A extinta Casa de Detenção do Carandiru, em São Paulo, também serviu de celeiro musical para outros talentos do rap. A história de vida dos presos, os códigos e regras internos, a demora nos julgamentos, os conflitos e a brutalidade que se faziam presentes no cotidiano dos detentos eram genuínas matérias-primas para o rap de protesto. Mano Brown descobriu isso em suas visitas a amigos detidos. Para ele, o Carandiru era como uma veia do hip hop, aonde corria o sangue da realidade violenta e dos contrastes sociais.

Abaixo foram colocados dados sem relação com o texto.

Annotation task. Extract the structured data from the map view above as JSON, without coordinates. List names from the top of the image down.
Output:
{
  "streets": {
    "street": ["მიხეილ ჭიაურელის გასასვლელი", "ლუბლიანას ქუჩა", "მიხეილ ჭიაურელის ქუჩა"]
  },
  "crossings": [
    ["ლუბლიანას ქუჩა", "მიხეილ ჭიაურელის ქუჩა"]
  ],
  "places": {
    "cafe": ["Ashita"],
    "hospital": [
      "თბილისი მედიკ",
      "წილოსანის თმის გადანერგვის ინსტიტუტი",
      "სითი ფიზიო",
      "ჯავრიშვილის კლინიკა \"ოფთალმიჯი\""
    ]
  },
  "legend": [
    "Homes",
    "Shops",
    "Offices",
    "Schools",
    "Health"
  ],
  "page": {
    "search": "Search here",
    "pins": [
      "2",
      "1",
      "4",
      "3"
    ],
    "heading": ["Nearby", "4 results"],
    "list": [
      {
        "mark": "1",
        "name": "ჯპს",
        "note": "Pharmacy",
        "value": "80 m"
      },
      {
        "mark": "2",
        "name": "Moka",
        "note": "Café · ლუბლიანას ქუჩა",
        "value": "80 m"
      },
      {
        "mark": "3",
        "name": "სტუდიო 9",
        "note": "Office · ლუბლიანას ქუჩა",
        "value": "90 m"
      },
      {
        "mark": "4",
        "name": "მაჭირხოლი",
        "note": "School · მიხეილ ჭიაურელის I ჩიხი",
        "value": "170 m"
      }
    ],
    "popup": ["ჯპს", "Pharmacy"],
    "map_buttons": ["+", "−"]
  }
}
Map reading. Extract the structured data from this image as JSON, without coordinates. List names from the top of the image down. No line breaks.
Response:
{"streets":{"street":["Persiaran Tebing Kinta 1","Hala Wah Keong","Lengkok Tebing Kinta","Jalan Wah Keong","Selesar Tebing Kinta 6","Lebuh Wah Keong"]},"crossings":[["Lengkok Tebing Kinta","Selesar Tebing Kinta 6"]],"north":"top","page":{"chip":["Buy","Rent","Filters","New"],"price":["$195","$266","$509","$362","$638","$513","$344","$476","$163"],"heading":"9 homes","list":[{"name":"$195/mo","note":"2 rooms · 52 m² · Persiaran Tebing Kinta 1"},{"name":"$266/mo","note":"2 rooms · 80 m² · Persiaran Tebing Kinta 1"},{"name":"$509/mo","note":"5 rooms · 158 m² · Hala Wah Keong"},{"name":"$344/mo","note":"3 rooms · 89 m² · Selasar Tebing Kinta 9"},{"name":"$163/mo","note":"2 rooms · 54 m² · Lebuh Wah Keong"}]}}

Do Carandiru surgiram grupos como o 509-E e os Detentos do Rap. O grupo Detentos foi o primeiro do país a gravar um disco (selo BMR) com seus integrantes cumprindo pena. Em ambos os casos, os rappers podiam obter autorização judicial para realizar shows fora do espaço do presídio. Nessas ocasiões, eles chegavam aos locais de apresentação escoltados por aparato policial em viaturas, sempre acompanhados de um agente penitenciário.

A ligação entre o rap e os detentos provavelmente se dá em decorrência de uma matriz comum, que é a realidade social das periferias. Reconhecida como legítimo espaço do hip hop, a periferia das grandes cidades é, ao mesmo tempo, o solo propício para o estabelecimento de diversas formas de violência e criminalidade. Como já mencionado, os rappers brasileiros não

ocultam o contato e a proximidade que mantêm com presidiários e nem se furtam ao papel de testemunhar o que vêem acontecer nas ruas.

Amplificados nos discursos coloquiais de rappers e MCs, os protestos que atingem com freqüência a polícia podem, de fato, não se caracterizar totalmente dentro do estilo gangsta, mas acentuam o preconceito contra o gênero hip hop e ajudam a fundamentar um tratamento pautado na perseguição de artistas ligados ao rap, evidenciando um tratamento diferenciado do que é aplicado a, por exemplo, roqueiros. Pertencentes, em sua maioria, a outros segmentos sociais, integrantes de bandas de rock podem hoje entoar versos como ‘polícia pra quem precisa de polícia’, sem esperar por viaturas ou enquadramento por prática de incitação à violência.